Source material =>
Content starts

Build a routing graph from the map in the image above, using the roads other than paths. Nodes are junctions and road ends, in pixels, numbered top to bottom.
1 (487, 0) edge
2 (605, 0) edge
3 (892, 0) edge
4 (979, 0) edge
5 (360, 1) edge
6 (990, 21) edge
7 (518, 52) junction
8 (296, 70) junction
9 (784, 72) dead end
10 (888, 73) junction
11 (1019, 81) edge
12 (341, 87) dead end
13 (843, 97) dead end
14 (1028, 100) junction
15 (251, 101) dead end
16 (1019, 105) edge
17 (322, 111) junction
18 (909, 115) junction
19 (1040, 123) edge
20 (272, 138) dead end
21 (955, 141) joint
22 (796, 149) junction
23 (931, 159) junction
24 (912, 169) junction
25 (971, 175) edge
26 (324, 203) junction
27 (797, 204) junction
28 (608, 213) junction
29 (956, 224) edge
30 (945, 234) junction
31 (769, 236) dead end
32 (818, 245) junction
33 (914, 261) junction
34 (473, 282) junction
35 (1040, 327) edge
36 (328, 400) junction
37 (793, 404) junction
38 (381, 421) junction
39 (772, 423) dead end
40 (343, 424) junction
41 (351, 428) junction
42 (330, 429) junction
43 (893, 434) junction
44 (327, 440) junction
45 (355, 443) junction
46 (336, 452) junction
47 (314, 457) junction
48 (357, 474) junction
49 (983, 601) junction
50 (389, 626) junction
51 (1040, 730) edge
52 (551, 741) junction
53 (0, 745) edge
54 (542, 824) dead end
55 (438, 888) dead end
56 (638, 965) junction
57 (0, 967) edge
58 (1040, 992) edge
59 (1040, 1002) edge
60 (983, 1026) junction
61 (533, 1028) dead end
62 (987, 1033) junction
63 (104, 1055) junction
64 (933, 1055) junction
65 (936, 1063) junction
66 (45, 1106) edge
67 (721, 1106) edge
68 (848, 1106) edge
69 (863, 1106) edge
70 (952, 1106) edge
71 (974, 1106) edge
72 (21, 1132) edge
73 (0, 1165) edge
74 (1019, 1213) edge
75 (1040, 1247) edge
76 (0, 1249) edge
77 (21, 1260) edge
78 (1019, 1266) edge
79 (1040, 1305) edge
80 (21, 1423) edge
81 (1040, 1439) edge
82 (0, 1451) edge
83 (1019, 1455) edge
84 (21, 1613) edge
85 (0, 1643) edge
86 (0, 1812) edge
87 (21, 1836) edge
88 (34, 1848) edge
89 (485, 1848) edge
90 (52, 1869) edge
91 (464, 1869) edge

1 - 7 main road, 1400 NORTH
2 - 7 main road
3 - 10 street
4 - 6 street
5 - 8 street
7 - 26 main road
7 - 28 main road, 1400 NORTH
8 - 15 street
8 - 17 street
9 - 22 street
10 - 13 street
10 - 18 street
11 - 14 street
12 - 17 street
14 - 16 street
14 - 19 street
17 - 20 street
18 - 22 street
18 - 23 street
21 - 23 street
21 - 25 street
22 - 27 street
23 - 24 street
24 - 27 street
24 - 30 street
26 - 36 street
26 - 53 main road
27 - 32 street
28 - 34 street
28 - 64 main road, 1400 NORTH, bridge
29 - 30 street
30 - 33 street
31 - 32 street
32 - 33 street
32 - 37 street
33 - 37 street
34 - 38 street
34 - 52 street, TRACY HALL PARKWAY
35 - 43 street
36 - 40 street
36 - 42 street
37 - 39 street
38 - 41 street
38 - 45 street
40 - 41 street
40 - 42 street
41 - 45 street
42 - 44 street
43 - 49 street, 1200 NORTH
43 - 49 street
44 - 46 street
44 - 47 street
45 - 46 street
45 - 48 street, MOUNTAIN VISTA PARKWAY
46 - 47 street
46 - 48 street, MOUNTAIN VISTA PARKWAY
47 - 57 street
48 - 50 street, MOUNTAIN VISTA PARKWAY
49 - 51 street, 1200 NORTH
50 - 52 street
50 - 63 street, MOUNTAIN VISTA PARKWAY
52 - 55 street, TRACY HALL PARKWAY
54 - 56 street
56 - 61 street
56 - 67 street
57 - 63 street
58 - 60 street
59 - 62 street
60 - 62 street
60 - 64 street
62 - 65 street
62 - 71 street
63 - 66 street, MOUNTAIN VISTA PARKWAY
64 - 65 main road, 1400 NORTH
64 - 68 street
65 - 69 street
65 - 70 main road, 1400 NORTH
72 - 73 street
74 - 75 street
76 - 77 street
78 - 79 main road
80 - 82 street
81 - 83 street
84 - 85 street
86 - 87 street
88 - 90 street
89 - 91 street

Content ends

Which lines of the data above contain "NORTH"? Copy each one.

1 - 7 main road, 1400 NORTH
7 - 28 main road, 1400 NORTH
28 - 64 main road, 1400 NORTH, bridge
43 - 49 street, 1200 NORTH
49 - 51 street, 1200 NORTH
64 - 65 main road, 1400 NORTH
65 - 70 main road, 1400 NORTH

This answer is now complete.